Here’s what I think. I think we think too much.

Sometimes.

About art.

Linda Austin. Photo: Daniel AddyAbout visual art, definitely. We’ve created a mumbo-jumbo priesthood of commentary and pretend the intellectual abstraction is more important than the physical experience of the art itself. Which it is, but only sometimes. And far less often than the priesthood likes to think.

Also about dance, which on the face of it is about as physical and sensual as an art form can be: One’s body is one’s art. That doesn’t mean dance isn’t driven by ideas, from folk styles to ballet and modern and the most contemporary expression. Yet in no other art form is it so literally true that an artist creates a body of work.

On Friday night Portland was happily busting the spine of an unPortland-like heat wave, but the word hadn’t drifted up to the fourth floor of downtown’s Pythian Building, where giant fans were whooshing to keep the sticky air circulating at Conduit Dance. Conduit’s in a bit of a pickle financially right now, and so it’s putting on a series of benefit performances this weekend and next, and Friday was opening night.

A hot and sticky affair, as it turned out: For a change, the audience got a feel for what it’s like to be out on the floorboards, sweating under the lights. Because so much of the audience was made up of dance people, anyway, it just helped to create a here-we-are-together mood. And because the wet heat had the mildly giddy effect of a low-grade fever, it encouraged dispensing with analysis and just experiencing the thing. As Paul McCartney put it, Let it be.

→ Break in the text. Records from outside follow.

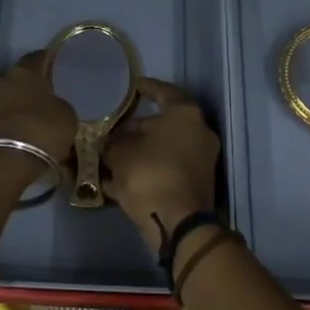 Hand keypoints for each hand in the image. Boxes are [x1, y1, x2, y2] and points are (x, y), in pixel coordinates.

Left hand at [0, 53, 77, 182]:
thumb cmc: (39, 131)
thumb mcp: (66, 117)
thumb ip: (59, 106)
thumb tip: (52, 107)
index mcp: (24, 71)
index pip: (37, 58)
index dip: (47, 62)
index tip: (55, 67)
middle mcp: (0, 81)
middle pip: (17, 81)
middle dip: (29, 91)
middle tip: (44, 103)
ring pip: (5, 103)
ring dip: (16, 111)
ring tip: (33, 127)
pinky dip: (8, 129)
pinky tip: (20, 141)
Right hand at [103, 78, 219, 244]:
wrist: (177, 223)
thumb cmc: (149, 173)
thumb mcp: (119, 152)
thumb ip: (112, 141)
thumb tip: (108, 142)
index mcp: (185, 115)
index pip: (164, 92)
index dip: (146, 88)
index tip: (133, 86)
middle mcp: (199, 133)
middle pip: (164, 124)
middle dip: (137, 129)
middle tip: (113, 131)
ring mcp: (201, 161)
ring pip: (164, 150)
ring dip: (140, 152)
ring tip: (110, 157)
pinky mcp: (196, 185)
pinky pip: (166, 171)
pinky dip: (147, 172)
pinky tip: (120, 181)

For years I’ve watched Linda Austin, a smart and funny woman who’s established herself as one of the city’s leading contemporary performers, and for years I just haven’t quite got what she’s up to. Linda’s out there, and I’ve spent a bit of time trying to figure out where “there” is and exactly why she’s taking us to it. In that suss-out-the-puzzle sense her Friday night performance, a solo study for her work-in-progress Bandage a Knife, was pretty familiar in its unfamiliarity: Who besides Linda knows what that chanting and waving of lights was all about?